What is expected:
Consider the listing below. Extract exactly the lines from the line containing "ring tip: (753, 903)" to the line containing "index dip: (1430, 722)", both included.

----------------------------------------

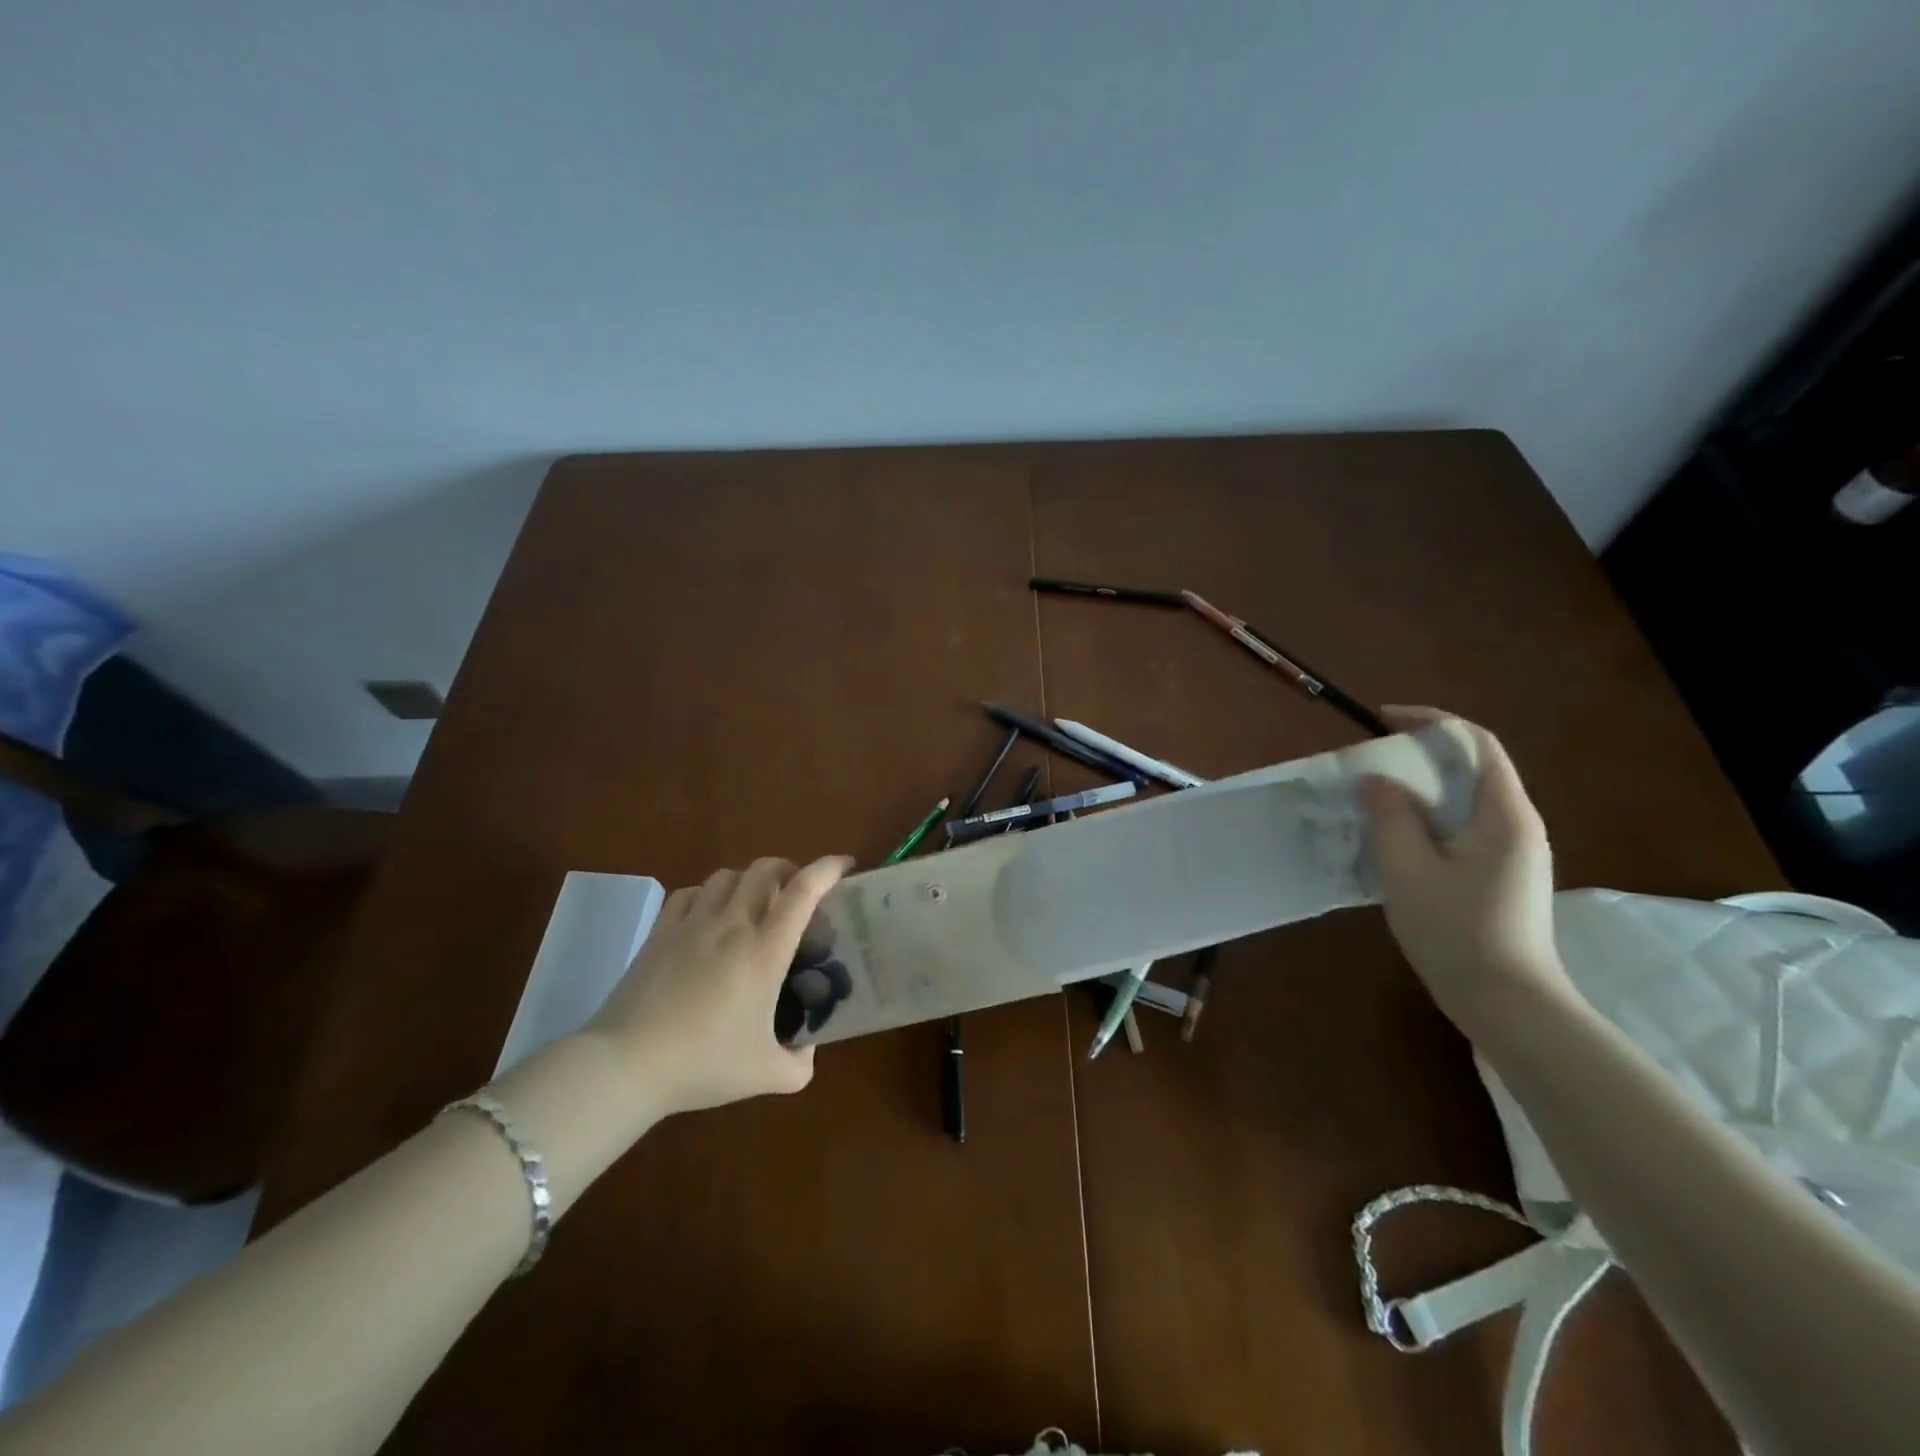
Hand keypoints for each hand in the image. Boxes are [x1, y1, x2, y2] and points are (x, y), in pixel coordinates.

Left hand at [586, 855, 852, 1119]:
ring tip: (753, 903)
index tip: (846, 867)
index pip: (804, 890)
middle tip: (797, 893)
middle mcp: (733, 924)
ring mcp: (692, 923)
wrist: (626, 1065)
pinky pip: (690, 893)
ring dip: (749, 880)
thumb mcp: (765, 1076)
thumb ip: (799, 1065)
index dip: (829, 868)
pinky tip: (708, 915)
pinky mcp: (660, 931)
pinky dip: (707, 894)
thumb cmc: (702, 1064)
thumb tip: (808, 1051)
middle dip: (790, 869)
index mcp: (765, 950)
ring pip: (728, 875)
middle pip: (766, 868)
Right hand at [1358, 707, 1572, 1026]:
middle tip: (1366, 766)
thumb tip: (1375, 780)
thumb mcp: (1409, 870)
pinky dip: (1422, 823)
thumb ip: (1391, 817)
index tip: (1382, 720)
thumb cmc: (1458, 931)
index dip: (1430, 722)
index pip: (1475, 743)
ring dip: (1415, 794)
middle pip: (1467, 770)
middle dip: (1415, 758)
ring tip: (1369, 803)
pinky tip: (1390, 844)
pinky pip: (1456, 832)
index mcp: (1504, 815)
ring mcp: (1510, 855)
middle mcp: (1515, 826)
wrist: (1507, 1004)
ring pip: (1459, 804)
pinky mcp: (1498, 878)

----------------------------------------

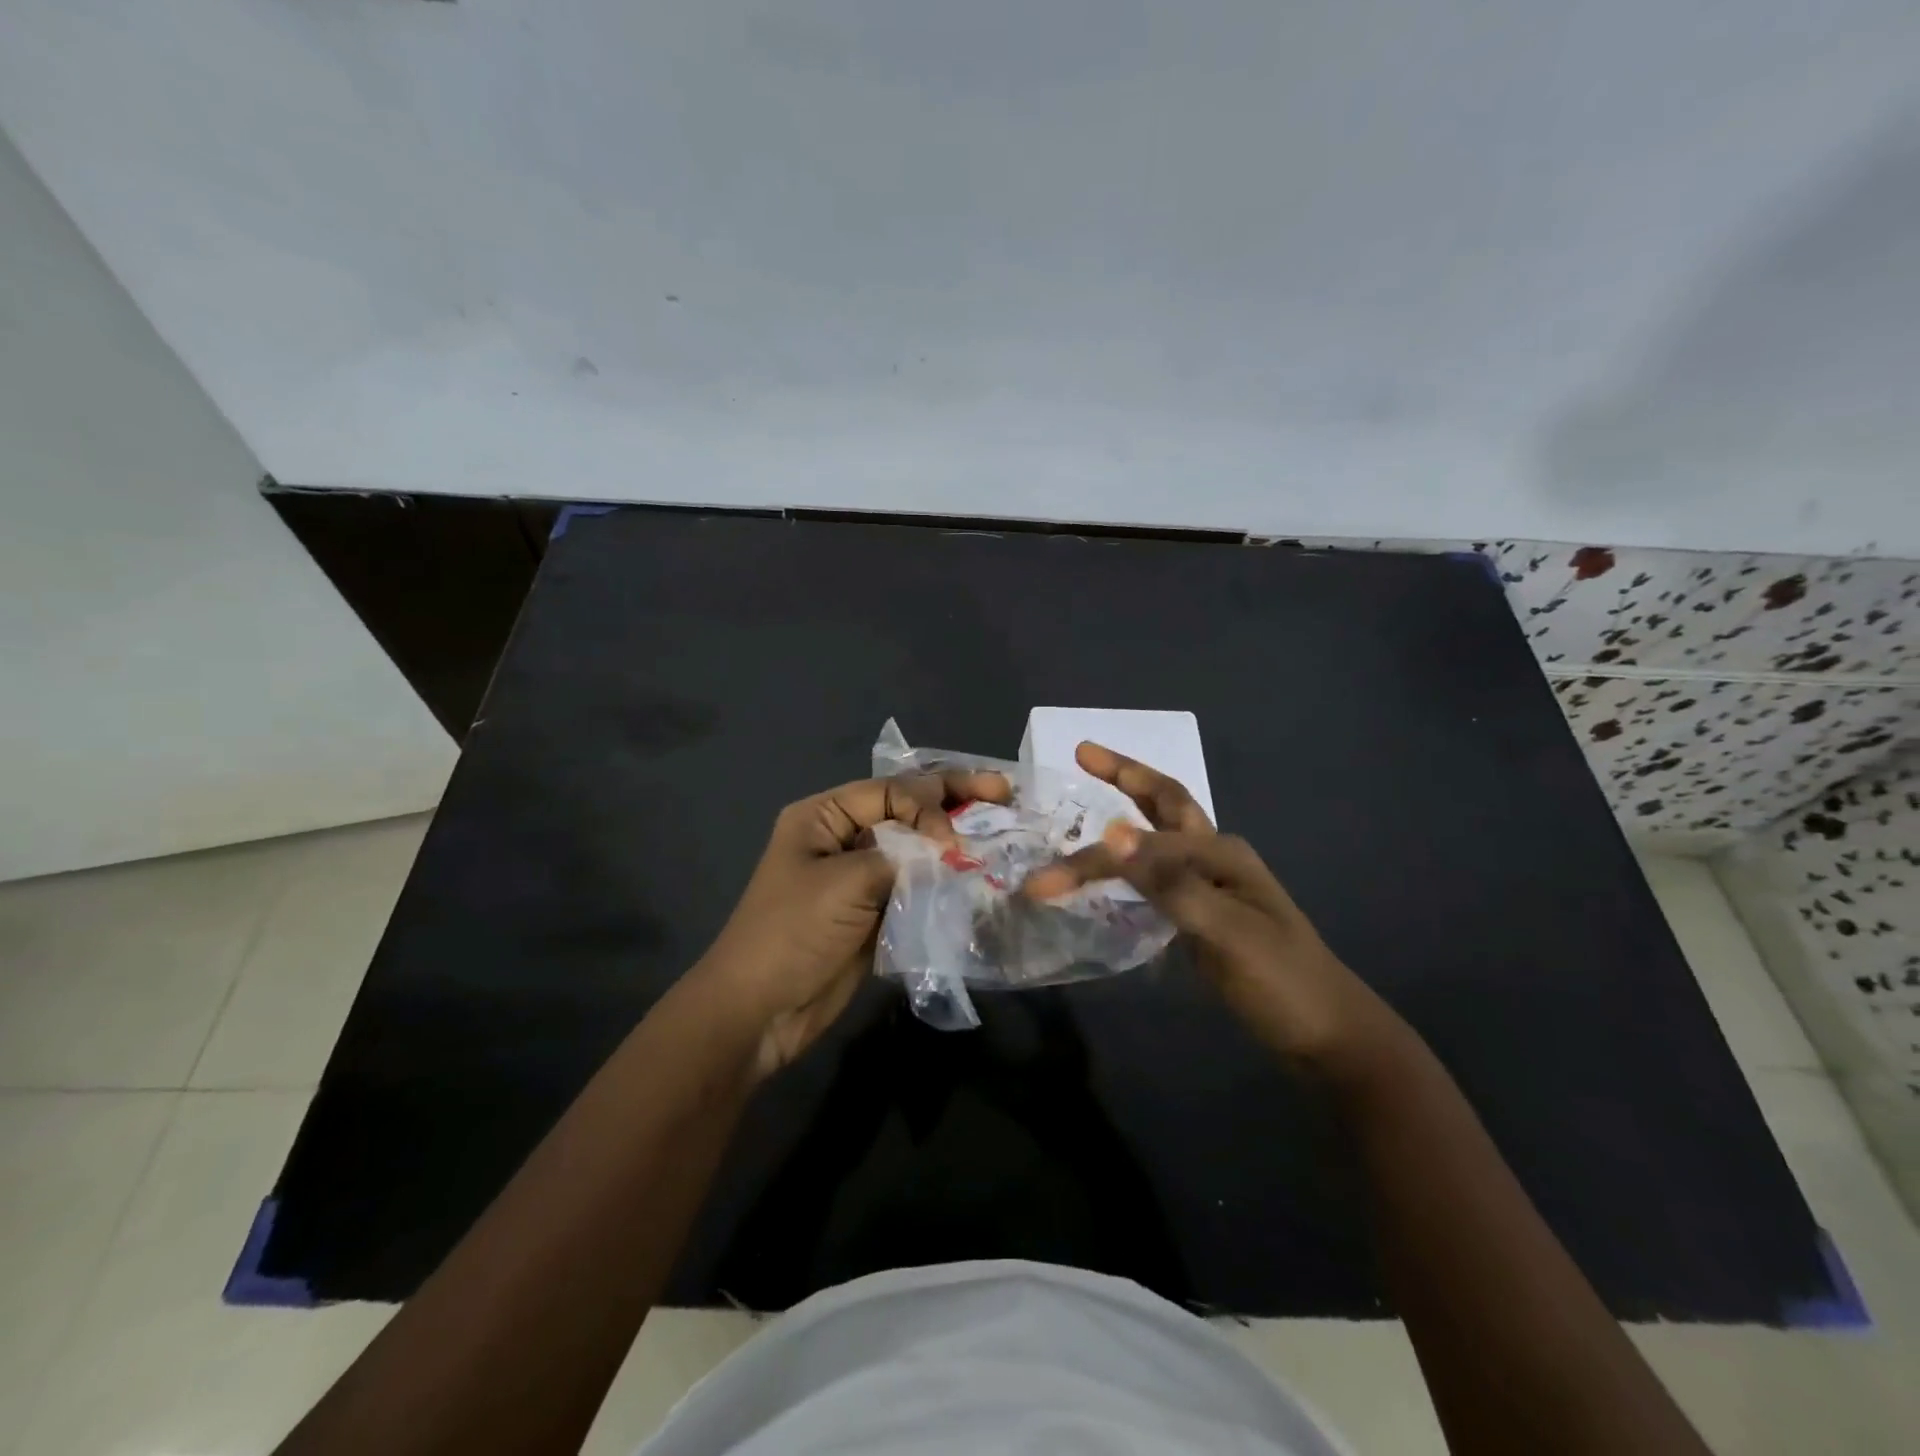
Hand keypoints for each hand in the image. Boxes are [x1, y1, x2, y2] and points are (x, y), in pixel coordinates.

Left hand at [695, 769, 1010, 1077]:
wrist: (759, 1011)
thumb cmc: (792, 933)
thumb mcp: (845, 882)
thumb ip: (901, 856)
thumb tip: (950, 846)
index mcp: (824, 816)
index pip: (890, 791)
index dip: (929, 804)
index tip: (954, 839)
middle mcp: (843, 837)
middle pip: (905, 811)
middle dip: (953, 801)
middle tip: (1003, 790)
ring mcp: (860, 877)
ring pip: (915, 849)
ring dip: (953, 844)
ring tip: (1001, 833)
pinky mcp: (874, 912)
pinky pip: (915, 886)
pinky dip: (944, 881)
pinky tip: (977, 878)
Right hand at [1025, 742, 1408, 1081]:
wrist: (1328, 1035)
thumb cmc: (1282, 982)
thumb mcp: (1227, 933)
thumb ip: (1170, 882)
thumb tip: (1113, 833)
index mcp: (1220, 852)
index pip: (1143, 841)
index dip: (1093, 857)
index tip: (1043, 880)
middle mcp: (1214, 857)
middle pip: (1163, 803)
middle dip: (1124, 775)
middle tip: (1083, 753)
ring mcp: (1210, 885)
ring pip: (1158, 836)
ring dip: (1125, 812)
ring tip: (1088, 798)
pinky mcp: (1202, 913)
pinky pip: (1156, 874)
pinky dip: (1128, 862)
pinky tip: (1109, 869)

----------------------------------------

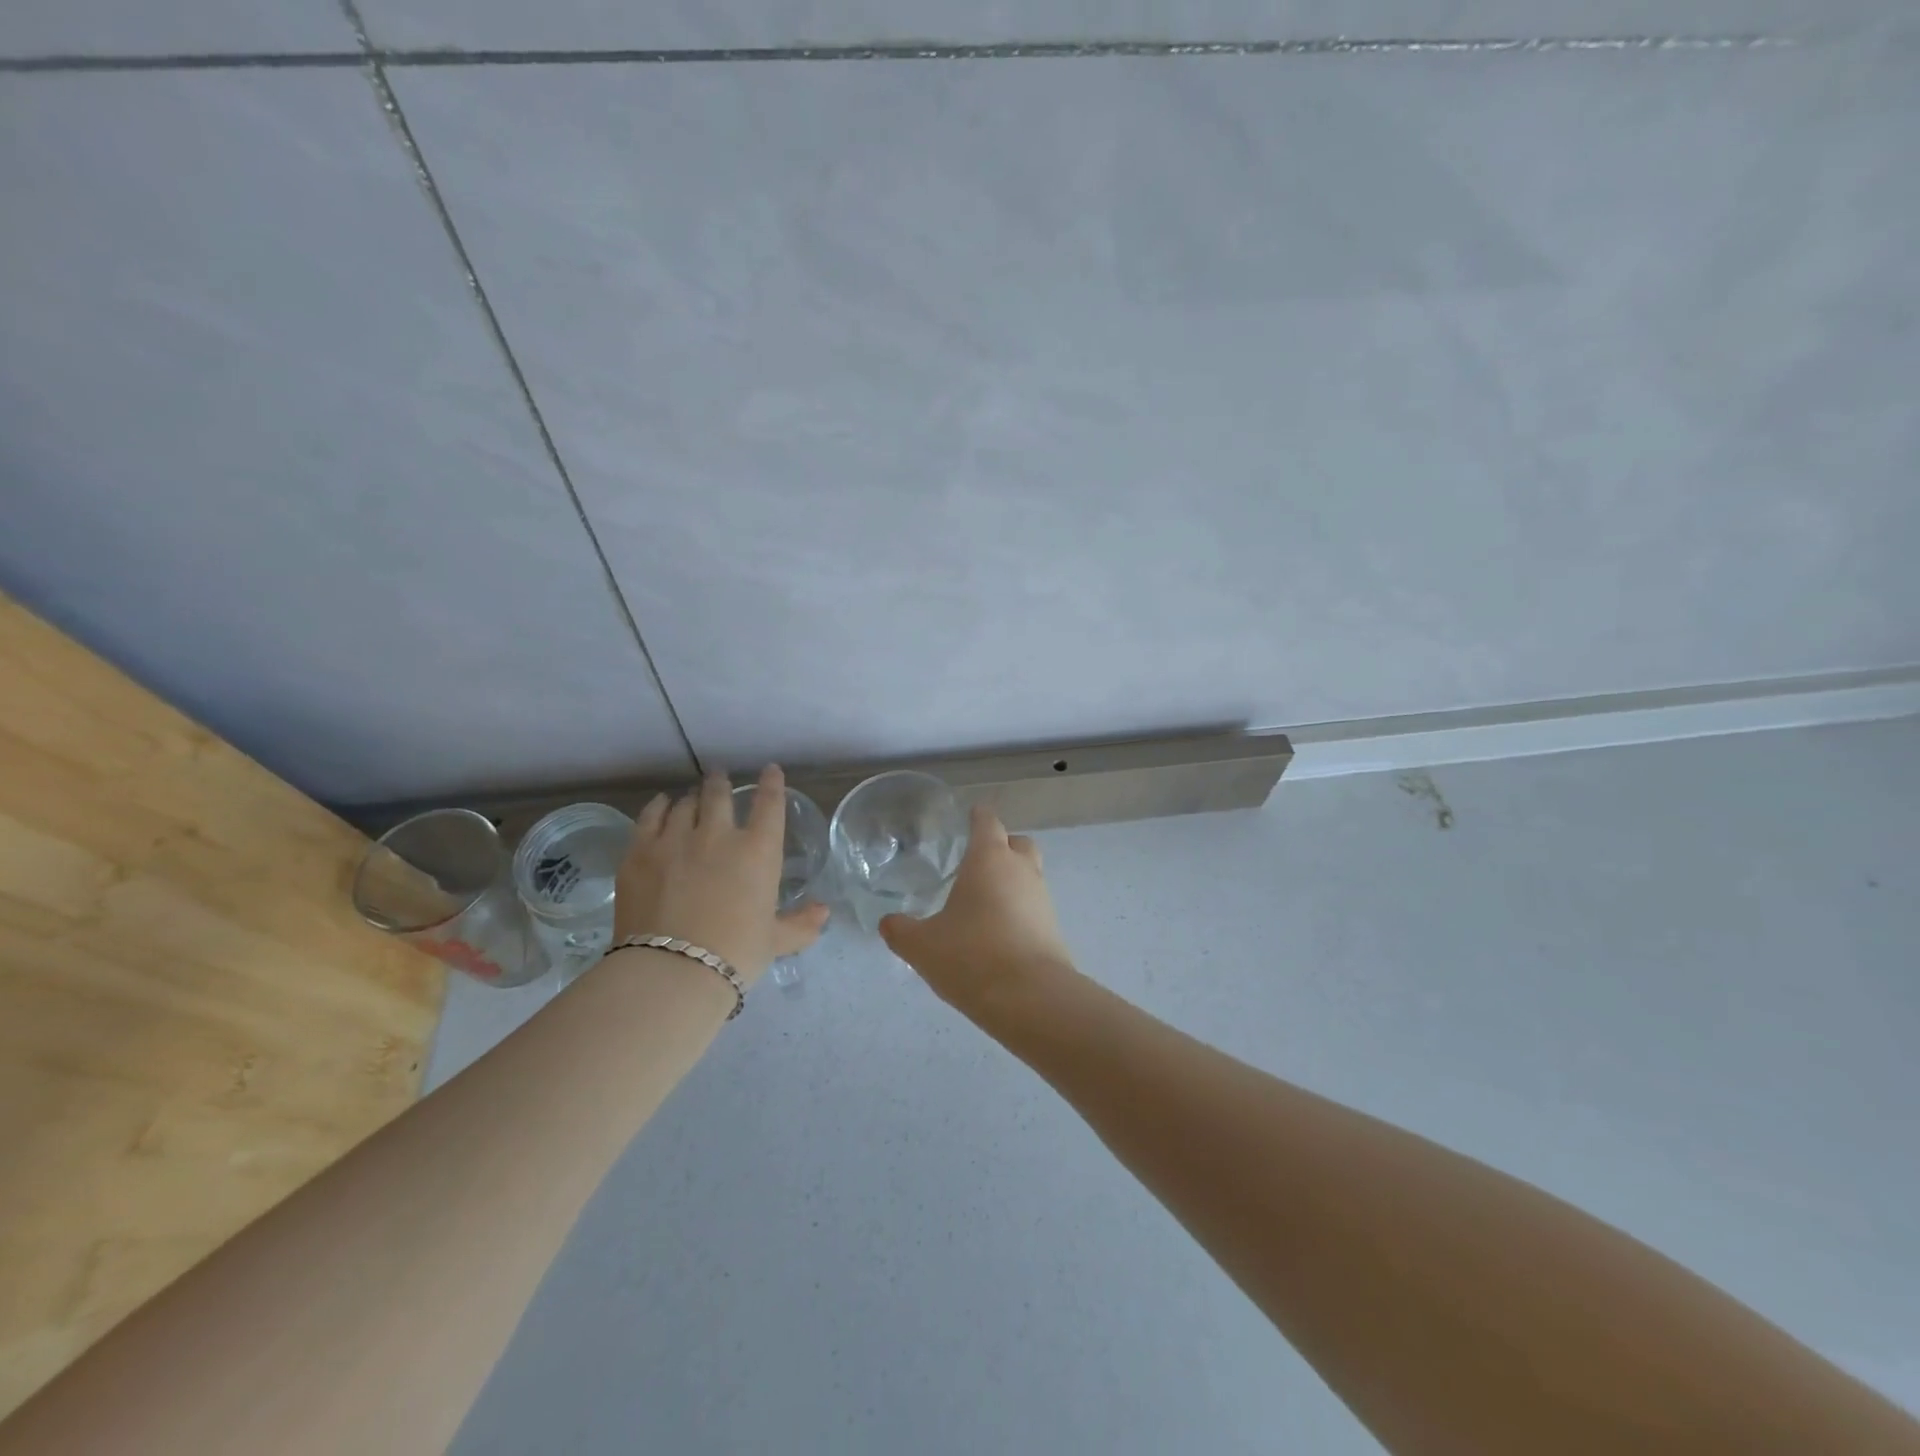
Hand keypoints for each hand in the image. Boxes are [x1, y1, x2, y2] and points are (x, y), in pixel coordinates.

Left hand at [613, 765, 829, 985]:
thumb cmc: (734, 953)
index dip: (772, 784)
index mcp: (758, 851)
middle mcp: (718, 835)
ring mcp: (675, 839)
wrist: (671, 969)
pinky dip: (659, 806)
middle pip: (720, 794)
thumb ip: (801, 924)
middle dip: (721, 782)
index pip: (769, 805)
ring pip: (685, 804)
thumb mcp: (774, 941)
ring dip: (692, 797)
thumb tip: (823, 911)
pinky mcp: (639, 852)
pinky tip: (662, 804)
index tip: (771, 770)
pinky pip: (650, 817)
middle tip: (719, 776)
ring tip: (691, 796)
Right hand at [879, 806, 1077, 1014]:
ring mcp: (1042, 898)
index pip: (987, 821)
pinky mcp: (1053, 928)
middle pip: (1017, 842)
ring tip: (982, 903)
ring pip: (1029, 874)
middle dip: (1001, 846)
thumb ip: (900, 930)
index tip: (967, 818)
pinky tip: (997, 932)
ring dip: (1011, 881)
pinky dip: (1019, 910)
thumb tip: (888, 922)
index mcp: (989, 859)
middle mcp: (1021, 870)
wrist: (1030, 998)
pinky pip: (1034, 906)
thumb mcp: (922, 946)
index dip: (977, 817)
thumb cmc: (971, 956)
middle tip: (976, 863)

----------------------------------------

Exercise response:
ring tip: (753, 903)
index tip: (846, 867)
index pip: (804, 890)
middle tip: (797, 893)
middle mcp: (733, 924)
ring mcp: (692, 923)
wrist: (626, 1065)
pinky pip: (690, 893)
ring dip: (749, 880)
thumb mcp: (765, 1076)
thumb ip: (799, 1065)
index dip: (829, 868)
pinky tip: (708, 915)
pinky mcp: (660, 931)
pinky dip: (707, 894)
thumb cmc: (702, 1064)
thumb tip: (808, 1051)
middle dip: (790, 869)
index mcp: (765, 950)
ring pip: (728, 875)
middle pip: (766, 868)
Right hand at [1358, 707, 1572, 1026]:
middle tip: (1366, 766)
thumb tip: (1375, 780)
thumb mcp: (1409, 870)
pinky dip: (1422, 823)
thumb ip: (1391, 817)
index tip: (1382, 720)
thumb cmc: (1458, 931)
index dip: (1430, 722)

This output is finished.